Print nothing except the lines of the listing below from the line with "ring mcp: (783, 543)" to the line with "ring dip: (712, 522)", each exactly as written, both ends included.

═════ Exercise data

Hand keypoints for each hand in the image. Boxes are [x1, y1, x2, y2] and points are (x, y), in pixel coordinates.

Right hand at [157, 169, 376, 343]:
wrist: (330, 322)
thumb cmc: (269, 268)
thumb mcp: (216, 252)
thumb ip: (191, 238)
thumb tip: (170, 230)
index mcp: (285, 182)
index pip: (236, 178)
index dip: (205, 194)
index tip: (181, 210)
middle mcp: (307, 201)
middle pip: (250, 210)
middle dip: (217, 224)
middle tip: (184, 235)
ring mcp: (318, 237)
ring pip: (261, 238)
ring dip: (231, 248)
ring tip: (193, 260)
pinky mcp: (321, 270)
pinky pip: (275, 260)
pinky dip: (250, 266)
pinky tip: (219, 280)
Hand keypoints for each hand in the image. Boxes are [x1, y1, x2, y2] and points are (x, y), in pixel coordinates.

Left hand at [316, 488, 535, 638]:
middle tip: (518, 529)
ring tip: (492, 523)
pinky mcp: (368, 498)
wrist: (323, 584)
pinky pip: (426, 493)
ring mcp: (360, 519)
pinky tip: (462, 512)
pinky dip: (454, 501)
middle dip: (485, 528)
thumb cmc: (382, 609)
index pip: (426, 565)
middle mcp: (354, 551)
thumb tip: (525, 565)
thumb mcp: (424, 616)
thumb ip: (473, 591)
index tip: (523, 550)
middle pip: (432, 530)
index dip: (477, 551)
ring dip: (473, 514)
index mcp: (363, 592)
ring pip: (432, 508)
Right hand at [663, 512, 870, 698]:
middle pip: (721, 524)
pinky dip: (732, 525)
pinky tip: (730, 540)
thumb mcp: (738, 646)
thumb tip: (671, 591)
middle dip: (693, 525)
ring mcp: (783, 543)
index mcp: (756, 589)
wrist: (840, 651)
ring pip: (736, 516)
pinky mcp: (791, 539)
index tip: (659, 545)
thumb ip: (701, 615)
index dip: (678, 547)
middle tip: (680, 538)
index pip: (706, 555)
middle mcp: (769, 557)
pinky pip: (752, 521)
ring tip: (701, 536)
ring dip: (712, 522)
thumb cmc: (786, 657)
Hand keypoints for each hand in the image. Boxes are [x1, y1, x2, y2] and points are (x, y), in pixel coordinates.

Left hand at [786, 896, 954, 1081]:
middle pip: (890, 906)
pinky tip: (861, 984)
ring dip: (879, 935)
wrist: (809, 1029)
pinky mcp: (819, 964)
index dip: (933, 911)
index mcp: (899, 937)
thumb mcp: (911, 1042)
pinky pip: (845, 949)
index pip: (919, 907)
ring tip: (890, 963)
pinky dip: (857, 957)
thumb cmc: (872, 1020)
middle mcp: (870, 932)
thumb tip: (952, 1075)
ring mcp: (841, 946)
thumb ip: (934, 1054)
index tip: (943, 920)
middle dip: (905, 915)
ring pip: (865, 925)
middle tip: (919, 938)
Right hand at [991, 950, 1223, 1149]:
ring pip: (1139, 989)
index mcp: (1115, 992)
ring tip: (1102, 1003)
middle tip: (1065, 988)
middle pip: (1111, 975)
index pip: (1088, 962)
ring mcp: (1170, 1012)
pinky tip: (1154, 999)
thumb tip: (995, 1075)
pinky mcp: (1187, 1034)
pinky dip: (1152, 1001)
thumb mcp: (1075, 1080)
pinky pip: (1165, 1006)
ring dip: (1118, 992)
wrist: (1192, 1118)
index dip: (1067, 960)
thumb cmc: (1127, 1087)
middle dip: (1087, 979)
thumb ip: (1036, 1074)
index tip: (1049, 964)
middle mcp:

══════════

▶ [Response to the exercise]:
ring mcp: (783, 543)
index mcp: (756, 589)
wrist: (840, 651)
ring pip: (736, 516)
pinky mcp: (791, 539)
index tip: (659, 545)
thumb ip: (701, 615)
index dip: (678, 547)
middle tip: (680, 538)
index pip: (706, 555)
middle mcp: (769, 557)
pinky pip: (752, 521)
ring tip: (701, 536)
ring dip: (712, 522)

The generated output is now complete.